AIM OF THE TASK:
From the first entry to the last, repeat them all exactly.

[Data excerpts]
= = =

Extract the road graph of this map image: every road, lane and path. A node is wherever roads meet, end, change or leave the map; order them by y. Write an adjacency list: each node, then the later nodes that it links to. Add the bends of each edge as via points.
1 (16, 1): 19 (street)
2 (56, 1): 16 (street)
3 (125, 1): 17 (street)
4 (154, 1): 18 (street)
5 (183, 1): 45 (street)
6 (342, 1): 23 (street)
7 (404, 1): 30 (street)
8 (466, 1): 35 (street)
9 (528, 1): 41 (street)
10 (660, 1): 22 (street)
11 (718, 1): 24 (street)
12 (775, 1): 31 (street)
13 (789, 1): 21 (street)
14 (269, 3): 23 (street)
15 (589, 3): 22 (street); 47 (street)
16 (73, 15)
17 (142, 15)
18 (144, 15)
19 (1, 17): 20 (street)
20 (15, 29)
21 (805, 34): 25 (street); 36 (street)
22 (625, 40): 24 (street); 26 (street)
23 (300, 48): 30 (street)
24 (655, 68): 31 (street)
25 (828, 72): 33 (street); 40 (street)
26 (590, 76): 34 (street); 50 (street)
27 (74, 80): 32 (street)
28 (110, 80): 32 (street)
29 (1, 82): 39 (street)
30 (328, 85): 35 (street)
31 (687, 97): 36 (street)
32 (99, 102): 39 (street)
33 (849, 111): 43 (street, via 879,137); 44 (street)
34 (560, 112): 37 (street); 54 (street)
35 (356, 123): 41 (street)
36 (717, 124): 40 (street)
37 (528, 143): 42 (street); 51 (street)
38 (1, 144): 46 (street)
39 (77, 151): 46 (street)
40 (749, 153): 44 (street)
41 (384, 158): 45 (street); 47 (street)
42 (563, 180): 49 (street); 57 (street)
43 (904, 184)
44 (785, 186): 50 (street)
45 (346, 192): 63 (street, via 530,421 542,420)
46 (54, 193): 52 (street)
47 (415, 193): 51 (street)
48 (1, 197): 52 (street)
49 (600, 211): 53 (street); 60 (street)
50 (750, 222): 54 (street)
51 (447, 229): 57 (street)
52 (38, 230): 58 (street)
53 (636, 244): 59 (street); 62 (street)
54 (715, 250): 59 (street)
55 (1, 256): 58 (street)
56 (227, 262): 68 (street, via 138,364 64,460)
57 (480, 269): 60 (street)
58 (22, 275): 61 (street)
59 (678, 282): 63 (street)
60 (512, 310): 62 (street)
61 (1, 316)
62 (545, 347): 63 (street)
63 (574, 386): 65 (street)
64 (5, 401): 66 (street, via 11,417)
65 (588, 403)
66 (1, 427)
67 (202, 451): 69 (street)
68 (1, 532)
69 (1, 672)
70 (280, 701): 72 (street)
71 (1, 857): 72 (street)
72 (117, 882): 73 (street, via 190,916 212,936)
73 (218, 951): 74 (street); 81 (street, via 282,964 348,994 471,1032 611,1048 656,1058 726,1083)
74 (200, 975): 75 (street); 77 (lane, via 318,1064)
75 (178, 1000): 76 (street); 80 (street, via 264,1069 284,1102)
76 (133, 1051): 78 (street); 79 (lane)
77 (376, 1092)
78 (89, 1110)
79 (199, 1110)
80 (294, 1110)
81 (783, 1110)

= = =

REPLY:
Extract the road graph of this map image: every road, lane and path. A node is wherever roads meet, end, change or leave the map; order them by y. Write an adjacency list: each node, then the later nodes that it links to. Add the bends of each edge as via points.
1 (16, 1): 19 (street)
2 (56, 1): 16 (street)
3 (125, 1): 17 (street)
4 (154, 1): 18 (street)
5 (183, 1): 45 (street)
6 (342, 1): 23 (street)
7 (404, 1): 30 (street)
8 (466, 1): 35 (street)
9 (528, 1): 41 (street)
10 (660, 1): 22 (street)
11 (718, 1): 24 (street)
12 (775, 1): 31 (street)
13 (789, 1): 21 (street)
14 (269, 3): 23 (street)
15 (589, 3): 22 (street); 47 (street)
16 (73, 15)
17 (142, 15)
18 (144, 15)
19 (1, 17): 20 (street)
20 (15, 29)
21 (805, 34): 25 (street); 36 (street)
22 (625, 40): 24 (street); 26 (street)
23 (300, 48): 30 (street)
24 (655, 68): 31 (street)
25 (828, 72): 33 (street); 40 (street)
26 (590, 76): 34 (street); 50 (street)
27 (74, 80): 32 (street)
28 (110, 80): 32 (street)
29 (1, 82): 39 (street)
30 (328, 85): 35 (street)
31 (687, 97): 36 (street)
32 (99, 102): 39 (street)
33 (849, 111): 43 (street, via 879,137); 44 (street)
34 (560, 112): 37 (street); 54 (street)
35 (356, 123): 41 (street)
36 (717, 124): 40 (street)
37 (528, 143): 42 (street); 51 (street)
38 (1, 144): 46 (street)
39 (77, 151): 46 (street)
40 (749, 153): 44 (street)
41 (384, 158): 45 (street); 47 (street)
42 (563, 180): 49 (street); 57 (street)
43 (904, 184)
44 (785, 186): 50 (street)
45 (346, 192): 63 (street, via 530,421 542,420)
46 (54, 193): 52 (street)
47 (415, 193): 51 (street)
48 (1, 197): 52 (street)
49 (600, 211): 53 (street); 60 (street)
50 (750, 222): 54 (street)
51 (447, 229): 57 (street)
52 (38, 230): 58 (street)
53 (636, 244): 59 (street); 62 (street)
54 (715, 250): 59 (street)
55 (1, 256): 58 (street)
56 (227, 262): 68 (street, via 138,364 64,460)
57 (480, 269): 60 (street)
58 (22, 275): 61 (street)
59 (678, 282): 63 (street)
60 (512, 310): 62 (street)
61 (1, 316)
62 (545, 347): 63 (street)
63 (574, 386): 65 (street)
64 (5, 401): 66 (street, via 11,417)
65 (588, 403)
66 (1, 427)
67 (202, 451): 69 (street)
68 (1, 532)
69 (1, 672)
70 (280, 701): 72 (street)
71 (1, 857): 72 (street)
72 (117, 882): 73 (street, via 190,916 212,936)
73 (218, 951): 74 (street); 81 (street, via 282,964 348,994 471,1032 611,1048 656,1058 726,1083)
74 (200, 975): 75 (street); 77 (lane, via 318,1064)
75 (178, 1000): 76 (street); 80 (street, via 264,1069 284,1102)
76 (133, 1051): 78 (street); 79 (lane)
77 (376, 1092)
78 (89, 1110)
79 (199, 1110)
80 (294, 1110)
81 (783, 1110)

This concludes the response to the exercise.